[Start of section]

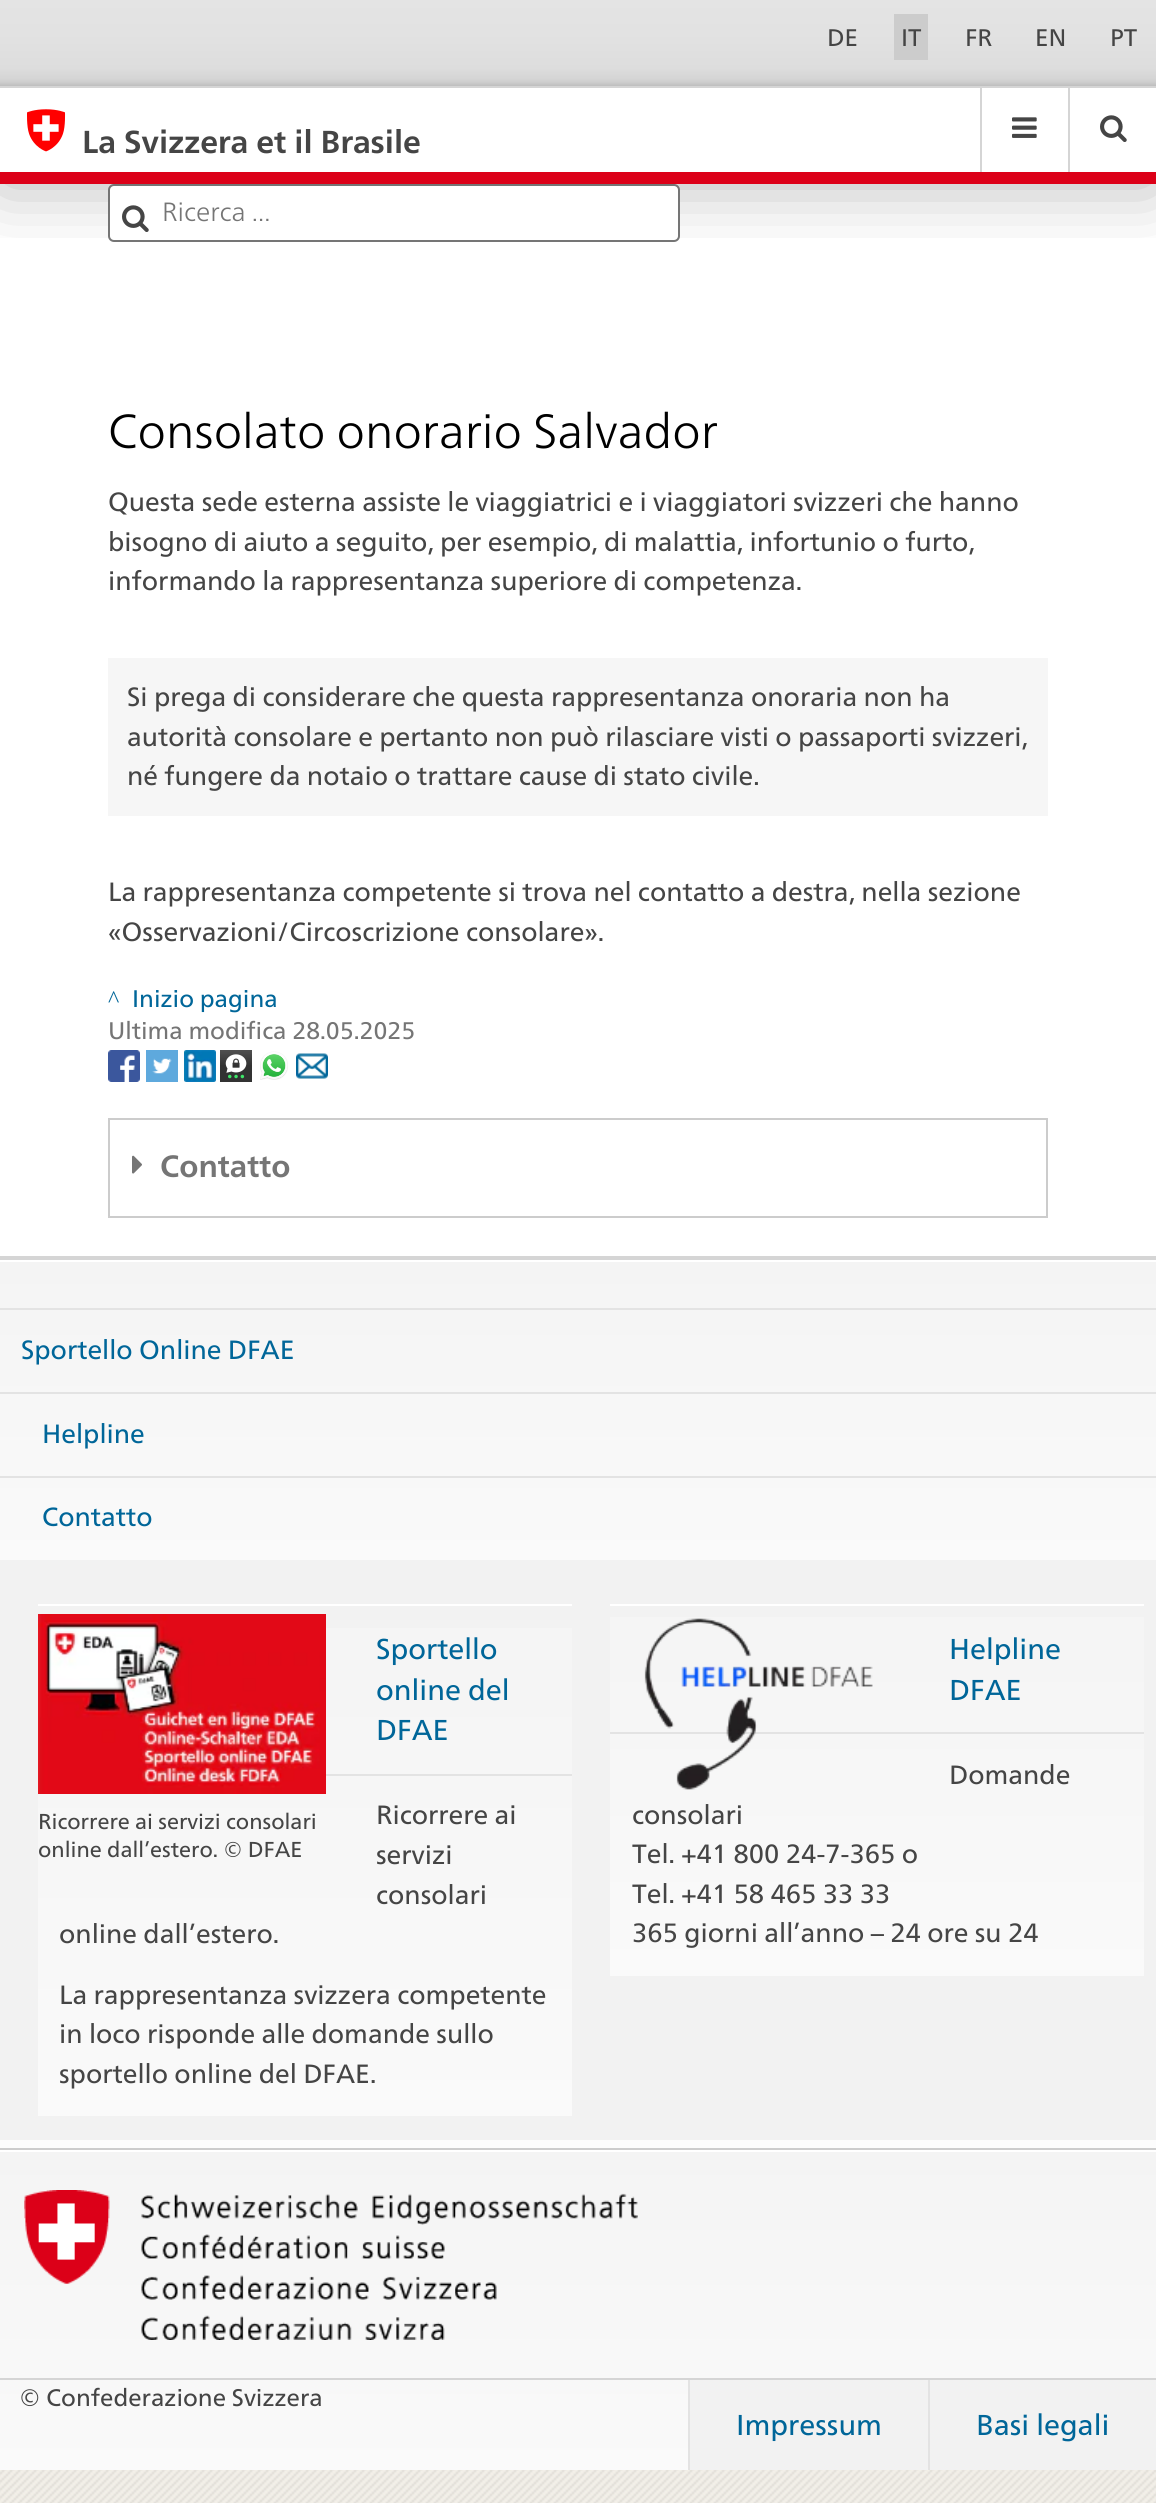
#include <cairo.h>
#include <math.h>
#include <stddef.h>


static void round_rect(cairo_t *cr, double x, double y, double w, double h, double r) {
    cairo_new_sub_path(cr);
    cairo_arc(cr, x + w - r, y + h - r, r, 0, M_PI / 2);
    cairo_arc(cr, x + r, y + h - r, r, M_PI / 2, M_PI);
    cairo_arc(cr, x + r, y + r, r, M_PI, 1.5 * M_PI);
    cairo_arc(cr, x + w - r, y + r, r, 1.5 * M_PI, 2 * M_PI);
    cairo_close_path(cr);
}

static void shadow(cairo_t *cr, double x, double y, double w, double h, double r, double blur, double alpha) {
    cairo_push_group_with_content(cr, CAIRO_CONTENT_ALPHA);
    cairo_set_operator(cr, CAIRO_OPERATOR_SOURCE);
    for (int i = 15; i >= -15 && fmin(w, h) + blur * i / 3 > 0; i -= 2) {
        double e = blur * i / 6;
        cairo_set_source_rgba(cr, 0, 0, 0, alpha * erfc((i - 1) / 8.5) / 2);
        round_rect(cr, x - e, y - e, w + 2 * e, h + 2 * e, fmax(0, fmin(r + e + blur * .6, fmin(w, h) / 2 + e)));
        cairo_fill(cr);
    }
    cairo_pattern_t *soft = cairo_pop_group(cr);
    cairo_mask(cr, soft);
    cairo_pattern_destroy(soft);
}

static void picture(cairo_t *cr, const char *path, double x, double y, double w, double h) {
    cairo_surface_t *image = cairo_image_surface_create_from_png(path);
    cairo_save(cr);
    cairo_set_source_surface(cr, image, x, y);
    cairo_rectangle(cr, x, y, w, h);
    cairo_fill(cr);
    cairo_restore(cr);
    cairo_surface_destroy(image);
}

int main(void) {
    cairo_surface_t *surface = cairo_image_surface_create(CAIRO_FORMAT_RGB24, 1156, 2503);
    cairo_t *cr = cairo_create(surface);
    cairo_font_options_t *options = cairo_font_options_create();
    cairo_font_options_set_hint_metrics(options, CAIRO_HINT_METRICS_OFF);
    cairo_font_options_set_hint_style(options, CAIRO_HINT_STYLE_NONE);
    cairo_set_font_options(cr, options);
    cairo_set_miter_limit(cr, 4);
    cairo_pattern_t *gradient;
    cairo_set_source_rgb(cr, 1, 1, 1);
    cairo_paint(cr);
    picture(cr, "img1.png", 0, 2470, 1156, 33);
    cairo_save(cr);
    cairo_rectangle(cr, 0, 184, 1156, 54);
    cairo_clip(cr);
    cairo_set_source_rgb(cr, 0, 0, 0);
    shadow(cr, 0, 88, 1156, 96, 0, 36, 0.3);
    cairo_restore(cr);
    gradient = cairo_pattern_create_linear(578, 0, 578, 86);
    cairo_pattern_add_color_stop_rgba(gradient, 0, 0.894, 0.894, 0.894, 1);
    cairo_pattern_add_color_stop_rgba(gradient, 0.39, 0.886, 0.886, 0.886, 1);
    cairo_pattern_add_color_stop_rgba(gradient, 0.79, 0.867, 0.867, 0.867, 1);
    cairo_pattern_add_color_stop_rgba(gradient, 0.91, 0.835, 0.835, 0.835, 1);
    cairo_pattern_add_color_stop_rgba(gradient, 0.95, 0.812, 0.812, 0.812, 1);
    cairo_pattern_add_color_stop_rgba(gradient, 1, 0.745, 0.745, 0.745, 1);
    cairo_set_source(cr, gradient);
    cairo_pattern_destroy(gradient);
    cairo_rectangle(cr, 0, 0, 1156, 86);
    cairo_fill(cr);
    cairo_set_source_rgb(cr, 0.835, 0.835, 0.835);
    cairo_rectangle(cr, 0, 86, 1156, 2);
    cairo_fill(cr);
    cairo_select_font_face(cr, "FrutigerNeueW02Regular", CAIRO_FONT_SLANT_NORMAL, CAIRO_FONT_WEIGHT_NORMAL);
    cairo_set_font_size(cr, 24);
    cairo_set_source_rgb(cr, 0.271, 0.271, 0.271);
    cairo_move_to(cr, 827, 46);
    cairo_show_text(cr, "DE");
    cairo_set_source_rgb(cr, 0.8, 0.8, 0.8);
    cairo_rectangle(cr, 894, 14, 34, 46);
    cairo_fill(cr);
    cairo_set_source_rgb(cr, 0.271, 0.271, 0.271);
    cairo_move_to(cr, 901, 46);
    cairo_show_text(cr, "IT");
    cairo_move_to(cr, 965, 46);
    cairo_show_text(cr, "FR");
    cairo_move_to(cr, 1035, 46);
    cairo_show_text(cr, "EN");
    cairo_move_to(cr, 1110, 46);
    cairo_show_text(cr, "PT");
    cairo_set_source_rgb(cr, 0.863, 0, 0.094);
    cairo_rectangle(cr, 0, 172, 1156, 12);
    cairo_fill(cr);
    picture(cr, "img2.png", 27, 109, 39, 43);
    cairo_select_font_face(cr, "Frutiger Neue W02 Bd", CAIRO_FONT_SLANT_NORMAL, CAIRO_FONT_WEIGHT_BOLD);
    cairo_set_font_size(cr, 31.75);
    cairo_set_source_rgb(cr, 0.271, 0.271, 0.271);
    cairo_move_to(cr, 82, 153);
    cairo_show_text(cr, "La Svizzera et il Brasile");
    cairo_set_source_rgb(cr, 0.835, 0.835, 0.835);
    cairo_rectangle(cr, 980, 88, 2, 84);
    cairo_fill(cr);
    picture(cr, "img3.png", 1012, 117, 25, 21);
    cairo_rectangle(cr, 1068, 88, 2, 84);
    cairo_fill(cr);
    picture(cr, "img4.png", 1100, 115, 27, 27);
    cairo_set_source_rgb(cr, 1, 1, 1);
    round_rect(cr, 109, 185, 570, 56, 5);
    cairo_fill_preserve(cr);
    cairo_set_source_rgb(cr, 0.459, 0.459, 0.459);
    cairo_stroke(cr);
    picture(cr, "img4.png", 122, 205, 27, 27);
    cairo_select_font_face(cr, "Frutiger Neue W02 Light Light", CAIRO_FONT_SLANT_NORMAL, CAIRO_FONT_WEIGHT_NORMAL);
    cairo_set_font_size(cr, 26.4);
    cairo_move_to(cr, 162, 221);
    cairo_show_text(cr, "Ricerca ...");
    cairo_set_font_size(cr, 48);
    cairo_set_source_rgb(cr, 0, 0, 0);
    cairo_move_to(cr, 108, 448);
    cairo_show_text(cr, "Consolato onorario Salvador");
    cairo_select_font_face(cr, "FrutigerNeueW02Regular", CAIRO_FONT_SLANT_NORMAL, CAIRO_FONT_WEIGHT_NORMAL);
    cairo_set_font_size(cr, 26.4);
    cairo_set_source_rgb(cr, 0.271, 0.271, 0.271);
    cairo_move_to(cr, 108, 511);
    cairo_show_text(cr, "Questa sede esterna assiste le viaggiatrici e i viaggiatori svizzeri che hanno");
    cairo_move_to(cr, 108, 551);
    cairo_show_text(cr, "bisogno di aiuto a seguito, per esempio, di malattia, infortunio o furto,");
    cairo_move_to(cr, 108, 590);
    cairo_show_text(cr, "informando la rappresentanza superiore di competenza.");
    cairo_set_source_rgb(cr, 0.961, 0.961, 0.961);
    cairo_rectangle(cr, 108, 658, 940, 158);
    cairo_fill(cr);
    cairo_set_source_rgb(cr, 0.271, 0.271, 0.271);
    cairo_move_to(cr, 127, 706);
    cairo_show_text(cr, "Si prega di considerare che questa rappresentanza onoraria non ha");
    cairo_move_to(cr, 127, 746);
    cairo_show_text(cr, "autorità consolare e pertanto non può rilasciare visti o passaporti svizzeri,");
    cairo_move_to(cr, 127, 785);
    cairo_show_text(cr, "né fungere da notaio o trattare cause di stato civile.");
    cairo_move_to(cr, 108, 901);
    cairo_show_text(cr, "La rappresentanza competente si trova nel contatto a destra, nella sezione");
    cairo_move_to(cr, 108, 941);
    cairo_show_text(cr, "«Osservazioni/Circoscrizione consolare».");
    cairo_select_font_face(cr, "Liberation Serif", CAIRO_FONT_SLANT_NORMAL, CAIRO_FONT_WEIGHT_NORMAL);
    cairo_set_font_size(cr, 24);
    cairo_set_source_rgb(cr, 0, 0.4, 0.6);
    cairo_move_to(cr, 108, 1007);
    cairo_show_text(cr, "^");
    cairo_select_font_face(cr, "FrutigerNeueW02Regular", CAIRO_FONT_SLANT_NORMAL, CAIRO_FONT_WEIGHT_NORMAL);
    cairo_move_to(cr, 132, 1007);
    cairo_show_text(cr, "Inizio pagina");
    cairo_set_source_rgb(cr, 0.459, 0.459, 0.459);
    cairo_move_to(cr, 108, 1039);
    cairo_show_text(cr, "Ultima modifica 28.05.2025");
    picture(cr, "img5.png", 108, 1050, 32, 32);
    picture(cr, "img6.png", 146, 1050, 32, 32);
    picture(cr, "img7.png", 184, 1050, 32, 32);
    picture(cr, "img8.png", 220, 1050, 32, 32);
    picture(cr, "img9.png", 260, 1051, 28, 29);
    picture(cr, "img10.png", 296, 1053, 32, 26);
    cairo_set_source_rgb(cr, 0.8, 0.8, 0.8);
    cairo_rectangle(cr, 108, 1216, 940, 2);
    cairo_fill(cr);
    cairo_rectangle(cr, 108, 1118, 940, 2);
    cairo_fill(cr);
    cairo_rectangle(cr, 1046, 1118, 2, 98);
    cairo_fill(cr);
    cairo_rectangle(cr, 108, 1118, 2, 98);
    cairo_fill(cr);
    picture(cr, "img11.png", 132, 1155, 10, 19);
    cairo_select_font_face(cr, "Frutiger Neue W02 Bd", CAIRO_FONT_SLANT_NORMAL, CAIRO_FONT_WEIGHT_BOLD);
    cairo_set_font_size(cr, 31);
    cairo_set_source_rgb(cr, 0.459, 0.459, 0.459);
    cairo_move_to(cr, 160, 1177);
    cairo_show_text(cr, "Contatto");
    cairo_set_source_rgb(cr, 0.949, 0.949, 0.949);
    cairo_rectangle(cr, 0, 1560, 1156, 580);
    cairo_fill(cr);
    cairo_set_source_rgb(cr, 0.835, 0.835, 0.835);
    cairo_rectangle(cr, 0, 1256, 1156, 4);
    cairo_fill(cr);
    gradient = cairo_pattern_create_linear(578, 1260, 578, 1560);
    cairo_pattern_add_color_stop_rgba(gradient, 0, 0.957, 0.957, 0.957, 1);
    cairo_pattern_add_color_stop_rgba(gradient, 1, 0.98, 0.98, 0.98, 1);
    cairo_set_source(cr, gradient);
    cairo_pattern_destroy(gradient);
    cairo_rectangle(cr, 0, 1262, 1156, 298);
    cairo_fill(cr);
    cairo_set_source_rgb(cr, 0.89, 0.89, 0.89);
    cairo_rectangle(cr, 0, 1308, 1156, 2);
    cairo_fill(cr);
    cairo_select_font_face(cr, "FrutigerNeueW02Regular", CAIRO_FONT_SLANT_NORMAL, CAIRO_FONT_WEIGHT_NORMAL);
    cairo_set_font_size(cr, 26.4);
    cairo_set_source_rgb(cr, 0, 0.4, 0.6);
    cairo_move_to(cr, 21, 1359);
    cairo_show_text(cr, "Sportello Online DFAE");
    cairo_set_source_rgb(cr, 0.89, 0.89, 0.89);
    cairo_rectangle(cr, 0, 1392, 1156, 2);
    cairo_fill(cr);
    cairo_set_source_rgb(cr, 0, 0.4, 0.6);
    cairo_move_to(cr, 42, 1443);
    cairo_show_text(cr, "Helpline");
    cairo_set_source_rgb(cr, 0.89, 0.89, 0.89);
    cairo_rectangle(cr, 0, 1476, 1156, 2);
    cairo_fill(cr);
    cairo_set_source_rgb(cr, 0, 0.4, 0.6);
    cairo_move_to(cr, 42, 1526);
    cairo_show_text(cr, "Contatto");
    gradient = cairo_pattern_create_linear(305, 1584, 305, 2116);
    cairo_pattern_add_color_stop_rgba(gradient, 0, 0.957, 0.957, 0.957, 1);
    cairo_pattern_add_color_stop_rgba(gradient, 1, 0.98, 0.98, 0.98, 1);
    cairo_set_source(cr, gradient);
    cairo_pattern_destroy(gradient);
    cairo_rectangle(cr, 38, 1628, 534, 488);
    cairo_fill(cr);
    cairo_set_source_rgb(cr, 1, 1, 1);
    cairo_rectangle(cr, 38, 1604, 534, 2);
    cairo_fill(cr);
    cairo_set_source_rgb(cr, 0.89, 0.89, 0.89);
    cairo_rectangle(cr, 326, 1774, 246, 2);
    cairo_fill(cr);
    cairo_set_font_size(cr, 28.75);
    cairo_set_source_rgb(cr, 0, 0.4, 0.6);
    cairo_move_to(cr, 376, 1659);
    cairo_show_text(cr, "Sportello");
    cairo_move_to(cr, 376, 1700);
    cairo_show_text(cr, "online del");
    cairo_move_to(cr, 376, 1740);
    cairo_show_text(cr, "DFAE");
    cairo_set_font_size(cr, 26.4);
    cairo_set_source_rgb(cr, 0.271, 0.271, 0.271);
    cairo_move_to(cr, 376, 1824);
    cairo_show_text(cr, "Ricorrere ai");
    cairo_move_to(cr, 376, 1864);
    cairo_show_text(cr, "servizi");
    cairo_move_to(cr, 376, 1904);
    cairo_show_text(cr, "consolari");
    cairo_move_to(cr, 59, 1943);
    cairo_show_text(cr, "online dall’estero.");
    picture(cr, "img12.png", 38, 1614, 288, 180);
    cairo_set_font_size(cr, 21.6);
    cairo_move_to(cr, 38, 1829);
    cairo_show_text(cr, "Ricorrere ai servizi consolari");
    cairo_move_to(cr, 38, 1857);
    cairo_show_text(cr, "online dall’estero. © DFAE");
    cairo_set_font_size(cr, 26.4);
    cairo_move_to(cr, 59, 2004);
    cairo_show_text(cr, "La rappresentanza svizzera competente");
    cairo_move_to(cr, 59, 2043);
    cairo_show_text(cr, "in loco risponde alle domande sullo");
    cairo_move_to(cr, 59, 2083);
    cairo_show_text(cr, "sportello online del DFAE.");
    gradient = cairo_pattern_create_linear(877, 1584, 877, 1976);
    cairo_pattern_add_color_stop_rgba(gradient, 0, 0.957, 0.957, 0.957, 1);
    cairo_pattern_add_color_stop_rgba(gradient, 1, 0.98, 0.98, 0.98, 1);
    cairo_set_source(cr, gradient);
    cairo_pattern_destroy(gradient);
    cairo_rectangle(cr, 610, 1617, 534, 359);
    cairo_fill(cr);
    cairo_set_source_rgb(cr, 0.89, 0.89, 0.89);
    cairo_rectangle(cr, 610, 1732, 534, 2);
    cairo_fill(cr);
    picture(cr, "img13.png", 644, 1618, 229, 172);
    cairo_set_source_rgb(cr, 1, 1, 1);
    cairo_rectangle(cr, 610, 1604, 534, 2);
    cairo_fill(cr);
    cairo_set_font_size(cr, 28.75);
    cairo_set_source_rgb(cr, 0, 0.4, 0.6);
    cairo_move_to(cr, 949, 1659);
    cairo_show_text(cr, "Helpline");
    cairo_move_to(cr, 949, 1700);
    cairo_show_text(cr, "DFAE");
    cairo_set_font_size(cr, 26.4);
    cairo_set_source_rgb(cr, 0.271, 0.271, 0.271);
    cairo_move_to(cr, 949, 1784);
    cairo_show_text(cr, "Domande");
    cairo_move_to(cr, 632, 1824);
    cairo_show_text(cr, "consolari");
    cairo_move_to(cr, 632, 1863);
    cairo_show_text(cr, "Tel. +41 800 24-7-365 o");
    cairo_move_to(cr, 632, 1903);
    cairo_show_text(cr, "Tel. +41 58 465 33 33");
    cairo_move_to(cr, 632, 1942);
    cairo_show_text(cr, "365 giorni all’anno – 24 ore su 24");
    cairo_set_source_rgb(cr, 0.988, 0.988, 0.988);
    cairo_rectangle(cr, 0, 2140, 1156, 8);
    cairo_fill(cr);
    cairo_set_source_rgb(cr, 0.8, 0.8, 0.8);
    cairo_rectangle(cr, 0, 2148, 1156, 2);
    cairo_fill(cr);
    gradient = cairo_pattern_create_linear(578, 2150, 578, 2470);
    cairo_pattern_add_color_stop_rgba(gradient, 0, 0.957, 0.957, 0.957, 1);
    cairo_pattern_add_color_stop_rgba(gradient, 1, 0.98, 0.98, 0.98, 1);
    cairo_set_source(cr, gradient);
    cairo_pattern_destroy(gradient);
    cairo_rectangle(cr, 0, 2152, 1156, 318);
    cairo_fill(cr);
    cairo_set_source_rgb(cr, 0.835, 0.835, 0.835);
    cairo_rectangle(cr, 0, 2378, 1156, 2);
    cairo_fill(cr);
    picture(cr, "img14.png", 24, 2190, 614, 150);
    cairo_set_font_size(cr, 24);
    cairo_set_source_rgb(cr, 0.271, 0.271, 0.271);
    cairo_move_to(cr, 19, 2406);
    cairo_show_text(cr, "© Confederazione Svizzera");
    cairo_set_source_rgb(cr, 0.949, 0.949, 0.949);
    cairo_rectangle(cr, 690, 2380, 238, 90);
    cairo_fill(cr);
    cairo_set_source_rgb(cr, 0.89, 0.89, 0.89);
    cairo_rectangle(cr, 688, 2380, 2, 90);
    cairo_fill(cr);
    cairo_set_font_size(cr, 28.75);
    cairo_set_source_rgb(cr, 0, 0.4, 0.6);
    cairo_move_to(cr, 736, 2435);
    cairo_show_text(cr, "Impressum");
    cairo_set_source_rgb(cr, 0.949, 0.949, 0.949);
    cairo_rectangle(cr, 930, 2380, 226, 90);
    cairo_fill(cr);
    cairo_set_source_rgb(cr, 0.89, 0.89, 0.89);
    cairo_rectangle(cr, 928, 2380, 2, 90);
    cairo_fill(cr);
    cairo_set_source_rgb(cr, 0, 0.4, 0.6);
    cairo_move_to(cr, 976, 2435);
    cairo_show_text(cr, "Basi legali");
    cairo_surface_write_to_png(surface, "page.png");
    cairo_font_options_destroy(options);
    cairo_destroy(cr);
    cairo_surface_destroy(surface);
    return 0;
}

[End of section]

▸ **What the exercise asks**
Could you repeat exactly the lines in the listing above from the one with "double e = blur * i / 6;" down to the one with "cairo_mask(cr, soft);"? Include both of those lines.

▸ **Solution to the problem**
        double e = blur * i / 6;
        cairo_set_source_rgba(cr, 0, 0, 0, alpha * erfc((i - 1) / 8.5) / 2);
        round_rect(cr, x - e, y - e, w + 2 * e, h + 2 * e, fmax(0, fmin(r + e + blur * .6, fmin(w, h) / 2 + e)));
        cairo_fill(cr);
    }
    cairo_pattern_t *soft = cairo_pop_group(cr);
    cairo_mask(cr, soft);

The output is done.